___ PROVIDED RECORDS

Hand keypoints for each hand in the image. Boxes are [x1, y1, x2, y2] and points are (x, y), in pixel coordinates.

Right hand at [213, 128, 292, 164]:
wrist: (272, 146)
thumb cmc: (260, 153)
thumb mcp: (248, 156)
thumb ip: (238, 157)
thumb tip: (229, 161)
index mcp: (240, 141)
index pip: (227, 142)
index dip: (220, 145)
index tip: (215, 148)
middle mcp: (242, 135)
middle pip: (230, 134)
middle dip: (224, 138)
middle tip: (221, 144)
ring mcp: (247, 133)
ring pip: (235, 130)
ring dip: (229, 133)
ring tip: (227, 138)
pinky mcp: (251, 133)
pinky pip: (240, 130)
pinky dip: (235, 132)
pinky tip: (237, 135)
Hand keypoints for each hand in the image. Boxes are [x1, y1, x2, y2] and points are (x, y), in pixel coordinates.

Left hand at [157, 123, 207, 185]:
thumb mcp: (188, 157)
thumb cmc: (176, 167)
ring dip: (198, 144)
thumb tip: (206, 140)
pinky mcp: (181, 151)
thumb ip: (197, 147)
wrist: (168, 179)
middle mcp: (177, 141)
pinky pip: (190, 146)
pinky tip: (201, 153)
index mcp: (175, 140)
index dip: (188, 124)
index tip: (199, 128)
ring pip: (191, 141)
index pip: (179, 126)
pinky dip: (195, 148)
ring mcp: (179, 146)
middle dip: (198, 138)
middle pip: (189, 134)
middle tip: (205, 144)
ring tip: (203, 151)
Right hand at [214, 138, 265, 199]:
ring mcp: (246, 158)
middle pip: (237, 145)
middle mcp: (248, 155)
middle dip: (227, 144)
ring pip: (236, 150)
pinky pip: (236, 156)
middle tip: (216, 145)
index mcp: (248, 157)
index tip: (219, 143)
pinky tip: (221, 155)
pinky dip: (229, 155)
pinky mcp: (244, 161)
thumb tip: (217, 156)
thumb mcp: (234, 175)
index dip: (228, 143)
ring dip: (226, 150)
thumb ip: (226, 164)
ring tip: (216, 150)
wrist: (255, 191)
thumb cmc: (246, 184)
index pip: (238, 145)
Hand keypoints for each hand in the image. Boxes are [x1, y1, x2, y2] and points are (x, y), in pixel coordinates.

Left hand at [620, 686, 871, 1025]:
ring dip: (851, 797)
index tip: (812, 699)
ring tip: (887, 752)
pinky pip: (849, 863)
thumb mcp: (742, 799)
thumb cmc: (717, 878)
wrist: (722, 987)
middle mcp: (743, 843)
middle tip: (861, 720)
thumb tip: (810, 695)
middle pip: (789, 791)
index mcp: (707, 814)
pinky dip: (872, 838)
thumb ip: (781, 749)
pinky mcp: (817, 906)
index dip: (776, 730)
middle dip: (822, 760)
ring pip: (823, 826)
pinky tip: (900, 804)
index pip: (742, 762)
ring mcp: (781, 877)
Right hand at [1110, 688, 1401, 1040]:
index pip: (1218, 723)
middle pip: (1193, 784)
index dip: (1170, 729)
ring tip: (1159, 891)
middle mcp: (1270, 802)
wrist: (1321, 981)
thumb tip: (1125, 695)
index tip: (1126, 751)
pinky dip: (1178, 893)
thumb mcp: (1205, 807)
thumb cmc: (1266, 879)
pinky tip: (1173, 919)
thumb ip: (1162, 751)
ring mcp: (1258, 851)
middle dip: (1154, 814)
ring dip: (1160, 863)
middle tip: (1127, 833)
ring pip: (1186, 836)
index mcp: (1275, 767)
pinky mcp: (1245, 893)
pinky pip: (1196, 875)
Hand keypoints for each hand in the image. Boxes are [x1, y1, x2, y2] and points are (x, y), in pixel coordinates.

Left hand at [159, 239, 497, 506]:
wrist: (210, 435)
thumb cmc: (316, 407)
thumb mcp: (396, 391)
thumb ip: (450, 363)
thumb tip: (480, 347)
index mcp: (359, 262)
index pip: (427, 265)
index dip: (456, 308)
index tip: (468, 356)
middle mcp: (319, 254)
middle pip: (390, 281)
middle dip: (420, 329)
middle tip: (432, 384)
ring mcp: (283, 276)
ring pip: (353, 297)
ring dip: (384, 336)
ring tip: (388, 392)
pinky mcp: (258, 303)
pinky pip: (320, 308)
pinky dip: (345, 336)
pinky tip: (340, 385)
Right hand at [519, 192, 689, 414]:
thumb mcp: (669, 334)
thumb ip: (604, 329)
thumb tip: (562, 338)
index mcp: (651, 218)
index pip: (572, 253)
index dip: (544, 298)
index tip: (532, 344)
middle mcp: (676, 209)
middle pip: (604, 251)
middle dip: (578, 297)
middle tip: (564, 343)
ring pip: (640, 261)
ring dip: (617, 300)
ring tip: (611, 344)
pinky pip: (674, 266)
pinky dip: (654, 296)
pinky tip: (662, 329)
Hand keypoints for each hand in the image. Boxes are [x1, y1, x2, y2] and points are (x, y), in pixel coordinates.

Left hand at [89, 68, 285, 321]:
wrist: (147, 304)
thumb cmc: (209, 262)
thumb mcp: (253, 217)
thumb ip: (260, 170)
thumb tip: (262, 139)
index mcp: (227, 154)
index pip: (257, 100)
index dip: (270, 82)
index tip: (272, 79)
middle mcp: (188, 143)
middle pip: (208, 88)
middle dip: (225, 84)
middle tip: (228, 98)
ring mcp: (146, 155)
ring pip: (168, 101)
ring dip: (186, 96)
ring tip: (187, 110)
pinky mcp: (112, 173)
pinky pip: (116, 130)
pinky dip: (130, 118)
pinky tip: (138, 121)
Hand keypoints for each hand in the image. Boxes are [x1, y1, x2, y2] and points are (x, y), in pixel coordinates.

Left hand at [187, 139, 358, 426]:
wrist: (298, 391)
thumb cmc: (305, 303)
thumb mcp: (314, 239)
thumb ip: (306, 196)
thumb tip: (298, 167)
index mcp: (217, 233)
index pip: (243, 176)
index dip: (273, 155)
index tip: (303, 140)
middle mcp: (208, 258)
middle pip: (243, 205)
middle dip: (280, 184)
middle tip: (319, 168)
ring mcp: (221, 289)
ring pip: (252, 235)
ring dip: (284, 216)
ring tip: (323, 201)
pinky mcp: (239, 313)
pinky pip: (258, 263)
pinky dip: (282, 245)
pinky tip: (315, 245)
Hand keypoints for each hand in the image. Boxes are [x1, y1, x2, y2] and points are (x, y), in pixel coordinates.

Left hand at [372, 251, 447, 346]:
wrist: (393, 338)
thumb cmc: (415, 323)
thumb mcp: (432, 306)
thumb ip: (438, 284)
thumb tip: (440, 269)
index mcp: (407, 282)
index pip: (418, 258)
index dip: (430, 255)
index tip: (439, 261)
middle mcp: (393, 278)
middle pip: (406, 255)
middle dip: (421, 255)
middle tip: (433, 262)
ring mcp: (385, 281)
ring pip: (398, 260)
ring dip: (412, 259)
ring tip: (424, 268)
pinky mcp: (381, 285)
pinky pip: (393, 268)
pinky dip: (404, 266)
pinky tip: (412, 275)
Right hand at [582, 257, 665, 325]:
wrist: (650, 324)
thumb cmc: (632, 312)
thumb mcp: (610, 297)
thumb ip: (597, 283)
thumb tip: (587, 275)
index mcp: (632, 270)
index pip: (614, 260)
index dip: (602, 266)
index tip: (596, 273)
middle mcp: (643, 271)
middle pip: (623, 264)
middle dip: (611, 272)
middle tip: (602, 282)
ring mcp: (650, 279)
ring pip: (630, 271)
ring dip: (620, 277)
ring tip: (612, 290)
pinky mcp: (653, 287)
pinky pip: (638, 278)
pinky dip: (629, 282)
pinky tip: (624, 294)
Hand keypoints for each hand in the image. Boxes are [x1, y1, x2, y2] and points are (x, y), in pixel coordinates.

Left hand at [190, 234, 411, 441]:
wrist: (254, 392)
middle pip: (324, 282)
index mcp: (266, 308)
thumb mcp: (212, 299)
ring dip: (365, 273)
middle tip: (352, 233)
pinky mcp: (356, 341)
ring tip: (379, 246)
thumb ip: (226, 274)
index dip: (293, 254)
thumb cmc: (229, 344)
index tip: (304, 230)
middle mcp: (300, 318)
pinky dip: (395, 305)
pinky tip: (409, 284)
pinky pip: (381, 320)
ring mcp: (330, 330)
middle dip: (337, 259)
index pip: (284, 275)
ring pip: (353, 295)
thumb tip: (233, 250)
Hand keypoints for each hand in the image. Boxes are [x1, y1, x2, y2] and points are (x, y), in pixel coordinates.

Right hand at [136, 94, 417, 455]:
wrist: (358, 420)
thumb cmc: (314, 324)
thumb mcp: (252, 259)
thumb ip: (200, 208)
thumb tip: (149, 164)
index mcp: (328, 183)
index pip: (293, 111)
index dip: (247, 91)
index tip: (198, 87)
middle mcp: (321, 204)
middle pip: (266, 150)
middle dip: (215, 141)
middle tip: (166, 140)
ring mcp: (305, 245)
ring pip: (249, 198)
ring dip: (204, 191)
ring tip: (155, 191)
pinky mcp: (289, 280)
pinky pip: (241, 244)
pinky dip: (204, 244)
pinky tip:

______

## WHAT YOU HAVE TO DO
Print again the lines of the entries above that fall between the line holding "pinky dip: (1178, 893)" and the line holding "index dip: (456, 308)", inclusive, exactly as they stand.

## TASK RESULT
pinky dip: (1178, 893)
thumb mcp: (1205, 807)
thumb cmc: (1266, 879)
pinky tip: (1173, 919)
thumb ip: (1162, 751)
ring mcp: (1258, 851)
middle dip: (1154, 814)
ring dip: (1160, 863)
middle tip: (1127, 833)
ring pip: (1186, 836)
index mcp: (1275, 767)
pinky mcp: (1245, 893)
pinky pip: (1196, 875)
Hand keypoints for each hand in the image. Boxes are [x1, y1, x2, y2] and points are (x, y), in pixel coordinates.

Left hand at [159, 239, 497, 506]:
wrist: (210, 435)
thumb cmc: (316, 407)
thumb mcp: (396, 391)
thumb ip: (450, 363)
thumb tip: (480, 347)
index mcp: (359, 262)
index pip: (427, 265)
index dip: (456, 308)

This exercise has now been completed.